A lot of people hate this part, both because it's something completely different from what they usually have to do but also because it's fairly hard to take every single item from the entire building and clean it, moving grills and tables and cabinets and cleaning behind everything.
It can be annoying, difficult, and it can take several days.
For the past few days me and two other people have been busy cleaning the cellar, which is where we store pretty much everything, and also were the walk-in fridges are. We removed every item from every shelf so we can properly clean, we washed the walls, the tables and what was behind them, and we even finishing cleaning both fridges, top to bottom. Now all we have to do is wait a few more days until the season ends and we can begin cleaning the restaurant itself and the kitchen.

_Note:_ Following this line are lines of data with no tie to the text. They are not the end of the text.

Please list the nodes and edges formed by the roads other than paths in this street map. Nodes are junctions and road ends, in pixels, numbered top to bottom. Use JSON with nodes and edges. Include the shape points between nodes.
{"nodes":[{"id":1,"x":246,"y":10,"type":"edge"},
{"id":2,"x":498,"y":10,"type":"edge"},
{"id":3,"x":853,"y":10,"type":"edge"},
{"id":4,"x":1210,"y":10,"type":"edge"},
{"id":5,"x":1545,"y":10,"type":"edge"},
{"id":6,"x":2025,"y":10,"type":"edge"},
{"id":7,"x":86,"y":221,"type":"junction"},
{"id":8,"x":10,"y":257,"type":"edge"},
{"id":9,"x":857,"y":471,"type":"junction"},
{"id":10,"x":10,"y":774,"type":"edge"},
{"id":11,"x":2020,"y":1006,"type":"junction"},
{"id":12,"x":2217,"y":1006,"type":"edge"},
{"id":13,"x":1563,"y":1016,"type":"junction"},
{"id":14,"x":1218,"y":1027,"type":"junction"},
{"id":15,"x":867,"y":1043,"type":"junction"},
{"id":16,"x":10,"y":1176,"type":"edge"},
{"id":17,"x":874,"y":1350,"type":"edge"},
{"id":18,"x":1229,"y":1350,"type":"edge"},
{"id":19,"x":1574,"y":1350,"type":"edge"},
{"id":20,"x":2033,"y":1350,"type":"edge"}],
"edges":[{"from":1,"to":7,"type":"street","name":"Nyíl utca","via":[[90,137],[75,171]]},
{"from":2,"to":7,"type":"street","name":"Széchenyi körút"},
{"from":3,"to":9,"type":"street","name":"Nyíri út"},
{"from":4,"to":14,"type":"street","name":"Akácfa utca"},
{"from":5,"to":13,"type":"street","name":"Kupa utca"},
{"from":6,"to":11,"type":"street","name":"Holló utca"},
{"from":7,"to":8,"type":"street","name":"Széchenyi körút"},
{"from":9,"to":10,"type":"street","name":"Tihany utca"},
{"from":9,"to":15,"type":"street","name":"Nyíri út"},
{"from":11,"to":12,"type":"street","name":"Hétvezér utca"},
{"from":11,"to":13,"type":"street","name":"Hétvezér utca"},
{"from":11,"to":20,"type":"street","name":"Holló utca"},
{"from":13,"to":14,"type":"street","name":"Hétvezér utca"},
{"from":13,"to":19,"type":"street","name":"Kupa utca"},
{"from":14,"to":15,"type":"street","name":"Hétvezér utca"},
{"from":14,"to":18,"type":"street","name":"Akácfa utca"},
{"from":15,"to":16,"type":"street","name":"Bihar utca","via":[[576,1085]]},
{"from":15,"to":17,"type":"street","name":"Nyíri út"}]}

One thing I noticed whenever having to begin cleaning was the fact that almost everyone thought that the work will take much longer than anything we normally do. Everyone expects cleaning to be the hardest and most time consuming part from our job. This makes a lot of people procrastinate and stretch the entire process for way too long because "it takes time to clean everything".
Something I discovered these past few days is that the process will take too much time indeed, but only if you allow it to. Cleaning is not that bad. If you know how to do it, you can be done with it fairly quickly. But because we are so bad at estimating we sometimes think that we'll spend hours on something that will only take 30 minutes.
I noticed this today after almost being done with the second fridge. We had an entire metal shelf to clean, after being done with everything else, and no one really wanted to take care of it. Everyone thought it would be a much better idea to just let it outside and clean it in the evening. That wasn't something I wanted to do. Why prolong something that you can be done with in half an hour?
So, I took a small bucket, filled it with water and added some cleaning solution, went to the metal shelf and began cleaning it. I think I was done in around 20 minutes. So, instead of waiting hours before beginning the task because "oh it sucks so much and it's gonna take so long", I just began doing it and finished the work way faster than anyone thought it would take.
I'm guilty if such bad estimations as well. There's a lot of cases in which I think that a certain task will take me too long to finish, but once I begin taking care of it I realize that I was wrong. This is why I think it's important to accept that sometimes we have no idea how long something will take, so it might be a good idea to just begin doing what must be done as quickly as possible. We'll finish when we'll finish, but it's much better than to procrastinate and being right about the time required to finish the task simply because you spent most of that time worrying and not actually doing anything.